Quelques mois après avoir été sacré meilleur acteur aux César 2024 pour Le Procès Goldman, Arieh Worthalter est de retour au cinéma dans Comme le feu, de Philippe Lesage. À l’occasion de la sortie du long-métrage ce 31 juillet, L’Éclaireur s’est entretenu avec le comédien et son réalisateur.
Arieh, le film sort quelques mois après votre sacre aux César en tant que meilleur acteur pour Le Procès Goldman. Y a-t-il un avant et un après la cérémonie ?
Arieh Worthalter : Je ne le sens pas forcément comme ça, car je suis ici, devant vous aujourd’hui, pour faire la promotion du film de Philippe Lesage, qui n’a rien à voir avec mon César ou Le procès Goldman. Pour être honnête, je ne ressens pas de différence. Je ne me sens pas différent et je ne vais rien dire de différent. La seule chose qui a changé, c’est que l’on veut faire des portraits de moi maintenant [rires] ! Je roule toujours à vélo, je n’ai pas acheté une énorme moto [rires] !
Philippe Lesage : J’avoue qu’Arieh est plutôt resté le même. Il n’a pas pris la grosse tête. Je retrouve mon Arieh avec la promotion de ce film !
Comment l’idée de Comme le feu est-elle née ?
P. L. : L’idée du film est arrivée un peu par hasard. J’étais à une fête avec mon frère qui fait du cinéma aussi, il est documentariste. On s’ennuyait un peu. Nous sommes très amis, on peut passer des heures à parler. Nous étions complètement coupés de cette réalité, de cette soirée. J’ai commencé à l’interroger sur ce qu’il avait vécu lorsqu’il était jeune. Je l’ai questionné sur ce séjour qu’il avait passé, invité par la famille de son ami chez un grand cinéaste québécois.
« La maturité, pour moi, n’est pas forcément une vertu. Je pense qu’il faut garder un peu d’adolescence lorsqu’on est adulte. »
Philippe Lesage
Évidemment, l’histoire est très différente, bien qu’il y ait des éléments de base : l’ami, la grande sœur… Mais mon frère n’était pas amoureux d’elle, par exemple. Son histoire s’est aussi mêlée aux souvenirs que j’en avais parce que son récit, à l’époque, m’avait marqué. Quelques semaines après, j’avais un scénario. Dès que nous avons eu cette discussion, je savais que je tenais mon prochain film.
Comme le feu est-il né en réaction à vos précédents films ?

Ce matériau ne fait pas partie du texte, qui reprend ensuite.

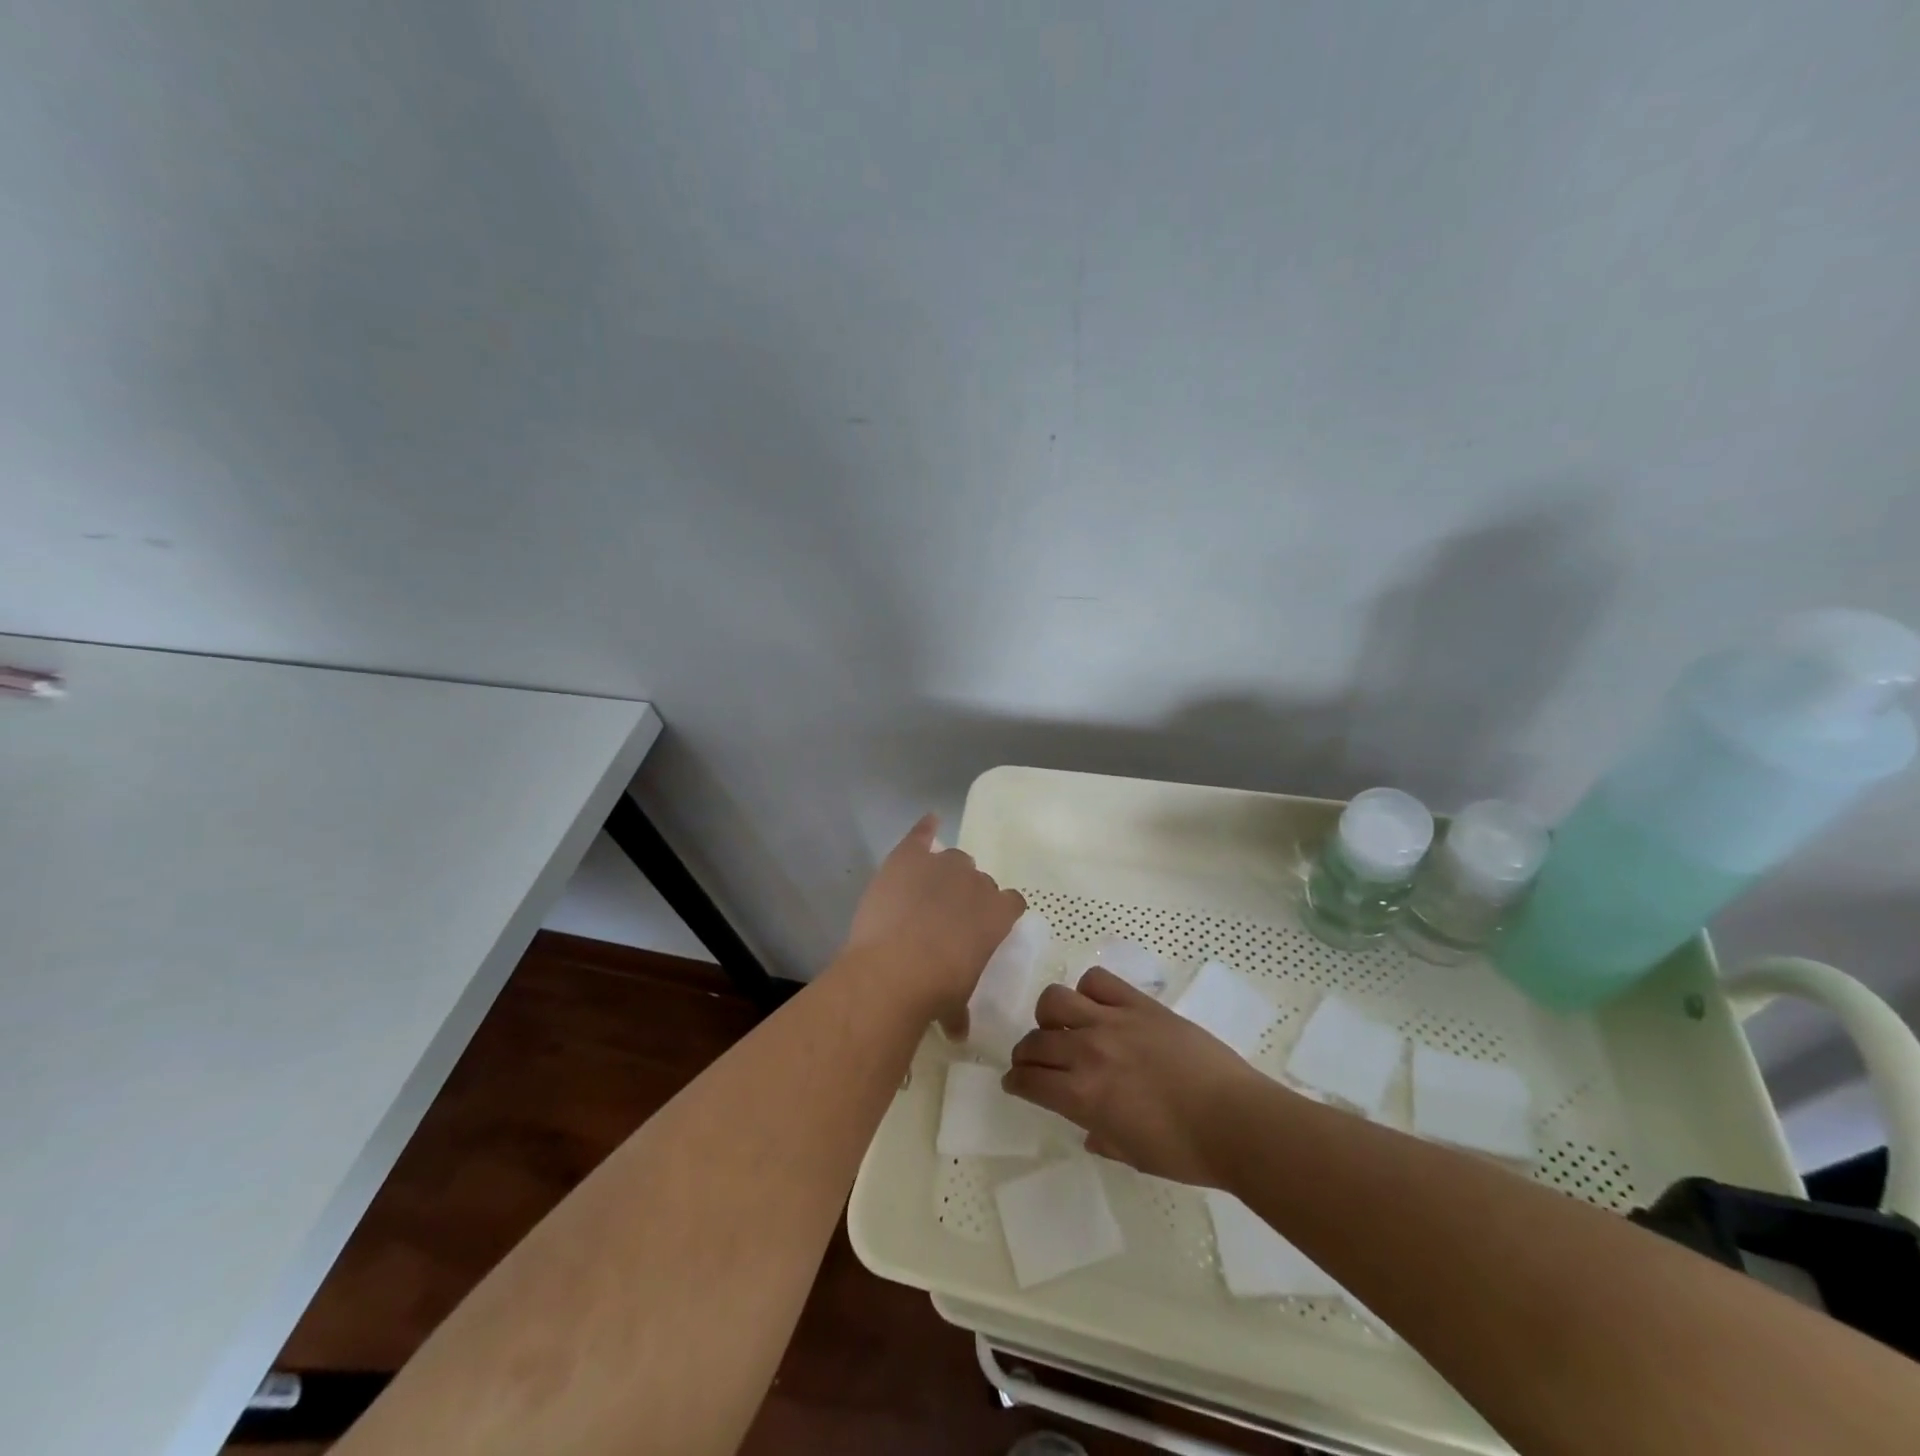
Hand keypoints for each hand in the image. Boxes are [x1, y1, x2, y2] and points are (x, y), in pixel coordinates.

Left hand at [841, 814, 1025, 1027]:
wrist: (894, 970)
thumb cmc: (935, 991)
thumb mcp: (955, 1004)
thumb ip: (960, 1010)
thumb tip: (958, 1033)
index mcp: (997, 915)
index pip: (1011, 903)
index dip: (998, 912)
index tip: (985, 927)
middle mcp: (975, 883)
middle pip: (979, 880)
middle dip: (968, 895)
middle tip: (948, 919)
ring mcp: (941, 865)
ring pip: (953, 858)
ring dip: (945, 873)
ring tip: (927, 892)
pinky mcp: (908, 857)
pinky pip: (922, 833)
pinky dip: (925, 829)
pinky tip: (928, 823)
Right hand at [1003, 968, 1266, 1185]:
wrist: (1236, 1120)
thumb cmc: (1186, 1151)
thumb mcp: (1133, 1155)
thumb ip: (1102, 1137)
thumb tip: (1088, 1130)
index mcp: (1082, 1096)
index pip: (1029, 1080)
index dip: (1015, 1082)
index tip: (1014, 1083)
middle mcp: (1088, 1052)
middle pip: (1035, 1041)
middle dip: (1026, 1054)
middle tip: (1034, 1061)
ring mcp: (1112, 1022)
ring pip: (1055, 1001)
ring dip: (1049, 1016)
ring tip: (1062, 1026)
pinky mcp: (1138, 1004)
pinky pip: (1098, 981)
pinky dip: (1088, 990)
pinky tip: (1097, 1006)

P. L. : Dans Genèse, mon précédent film, il y avait quelque chose de l’ordre de la jeunesse, de l’adolescence, du tumulte des premiers amours et de la sexualité. Avec Comme le feu, je voulais que les deux mondes se côtoient, qu’on ait un monde adulte de façon plus frontale. Dans Genèse, les adultes ne sont que des voix qu’on entend, mais qu’on ne voit pas vraiment. Ici, je trouvais l’idée du huis clos intéressante, car elle confronte tout le monde alors que la forêt représente le danger. Dans mon film, les enfants ont la vie devant eux et ils se retrouvent confrontés à ce monde adulte envers lequel ils ont énormément d’attentes.
Qui sont les personnages les plus mûrs dans le film, selon vous, les adolescents ou les adultes ?

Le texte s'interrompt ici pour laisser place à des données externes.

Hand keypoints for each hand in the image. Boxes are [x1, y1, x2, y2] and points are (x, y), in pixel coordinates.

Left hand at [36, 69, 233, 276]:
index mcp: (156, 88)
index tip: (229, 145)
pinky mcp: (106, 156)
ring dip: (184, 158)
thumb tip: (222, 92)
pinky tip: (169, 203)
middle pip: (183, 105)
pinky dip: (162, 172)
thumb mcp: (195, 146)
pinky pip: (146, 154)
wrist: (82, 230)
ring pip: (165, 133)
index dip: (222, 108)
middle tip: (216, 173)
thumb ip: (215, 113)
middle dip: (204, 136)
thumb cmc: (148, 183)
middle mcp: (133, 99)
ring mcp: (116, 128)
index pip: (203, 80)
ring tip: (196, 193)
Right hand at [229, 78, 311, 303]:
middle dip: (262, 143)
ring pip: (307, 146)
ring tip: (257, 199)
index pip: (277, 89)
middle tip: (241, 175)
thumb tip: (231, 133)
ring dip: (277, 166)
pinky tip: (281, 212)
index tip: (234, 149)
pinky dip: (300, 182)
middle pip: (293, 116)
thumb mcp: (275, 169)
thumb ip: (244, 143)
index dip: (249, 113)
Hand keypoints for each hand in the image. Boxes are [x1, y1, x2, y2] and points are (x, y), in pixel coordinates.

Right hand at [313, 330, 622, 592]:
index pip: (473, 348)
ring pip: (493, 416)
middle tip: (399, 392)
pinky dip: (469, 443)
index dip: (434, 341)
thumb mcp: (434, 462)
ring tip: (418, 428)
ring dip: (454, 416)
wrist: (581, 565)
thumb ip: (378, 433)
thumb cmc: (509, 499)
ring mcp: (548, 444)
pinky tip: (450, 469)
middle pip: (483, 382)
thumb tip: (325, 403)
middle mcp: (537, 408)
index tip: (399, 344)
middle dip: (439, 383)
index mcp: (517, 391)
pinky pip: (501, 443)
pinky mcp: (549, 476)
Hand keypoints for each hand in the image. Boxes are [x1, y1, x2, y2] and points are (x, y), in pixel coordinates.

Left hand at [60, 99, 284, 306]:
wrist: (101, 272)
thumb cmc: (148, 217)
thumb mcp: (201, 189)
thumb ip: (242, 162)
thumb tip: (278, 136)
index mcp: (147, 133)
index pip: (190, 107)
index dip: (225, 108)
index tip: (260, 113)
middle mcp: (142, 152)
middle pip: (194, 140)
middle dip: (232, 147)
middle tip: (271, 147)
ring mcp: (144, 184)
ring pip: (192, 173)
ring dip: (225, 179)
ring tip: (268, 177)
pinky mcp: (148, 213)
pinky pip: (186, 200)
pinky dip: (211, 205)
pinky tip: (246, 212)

P. L. : Je ne sais pas si un groupe domine l’autre. Je réfléchis davantage en termes de rencontre, parce que je ne sais pas si j’ai envie de qualifier les adolescents de matures dans le film, pas plus que les adultes, d’ailleurs. Je pense que les adultes ont vécu des choses que les adolescents n’ont pas encore vécues. La rencontre de ces deux mondes crée heureusement des réponses pour les adolescents dont le comportement semble plus mature que celui des adultes.
On voit une génération répondre à certaines questions de manière plus intelligente que ses aînés. De cette manière, il y a une certaine maturité que, peut-être, les autres personnages n’ont pas. La maturité, pour moi, n’est pas forcément une vertu. Je pense qu’il faut garder un peu d’adolescence lorsqu’on est adulte. Il y a d’ailleurs des choses qui me ressemblent dans les personnages adolescents. Quand j’ai notamment écrit les personnages de Blake et d’Albert, inconsciemment, j’ai sorti des choses de moi-même pour être sûr de ne pas leur ressembler dans la vraie vie.

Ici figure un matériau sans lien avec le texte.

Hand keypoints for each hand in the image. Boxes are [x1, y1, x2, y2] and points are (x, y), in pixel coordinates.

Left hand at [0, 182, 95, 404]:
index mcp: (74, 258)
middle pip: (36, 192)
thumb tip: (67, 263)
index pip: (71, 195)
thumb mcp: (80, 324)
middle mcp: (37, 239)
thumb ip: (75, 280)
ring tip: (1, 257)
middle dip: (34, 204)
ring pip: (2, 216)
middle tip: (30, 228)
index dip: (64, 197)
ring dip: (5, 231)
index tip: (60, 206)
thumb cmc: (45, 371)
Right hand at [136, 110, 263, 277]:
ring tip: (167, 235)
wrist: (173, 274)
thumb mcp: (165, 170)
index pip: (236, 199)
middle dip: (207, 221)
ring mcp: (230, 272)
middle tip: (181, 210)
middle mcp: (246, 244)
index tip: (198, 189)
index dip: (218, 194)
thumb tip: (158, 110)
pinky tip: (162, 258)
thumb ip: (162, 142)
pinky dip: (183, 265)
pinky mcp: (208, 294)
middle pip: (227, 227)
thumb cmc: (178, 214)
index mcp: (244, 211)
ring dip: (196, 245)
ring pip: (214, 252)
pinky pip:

Arieh, vous incarnez un réalisateur dans le film. Vous êtes-vous inspiré du statut de Philippe sur le tournage pour trouver votre rôle ? Y-a-t-il eu quelque chose de l’ordre de l’influence ou de la copie ?
A. W. : Premièrement, je me suis basé sur son scénario, sur des références qu’on a établies ensemble, des gens qui ont existé ou pas, d’autres films, d’autres personnages. Après, sur un plateau de cinéma, il se passe plein de choses. Réalisateur, acteur… Ce sont des métiers d’observation. Je ne peux pas m’empêcher d’observer tous ceux qui sont autour de moi. C’était donc logique d’observer mon réalisateur, mais je ne me suis pas basé sur Philippe pour incarner Blake.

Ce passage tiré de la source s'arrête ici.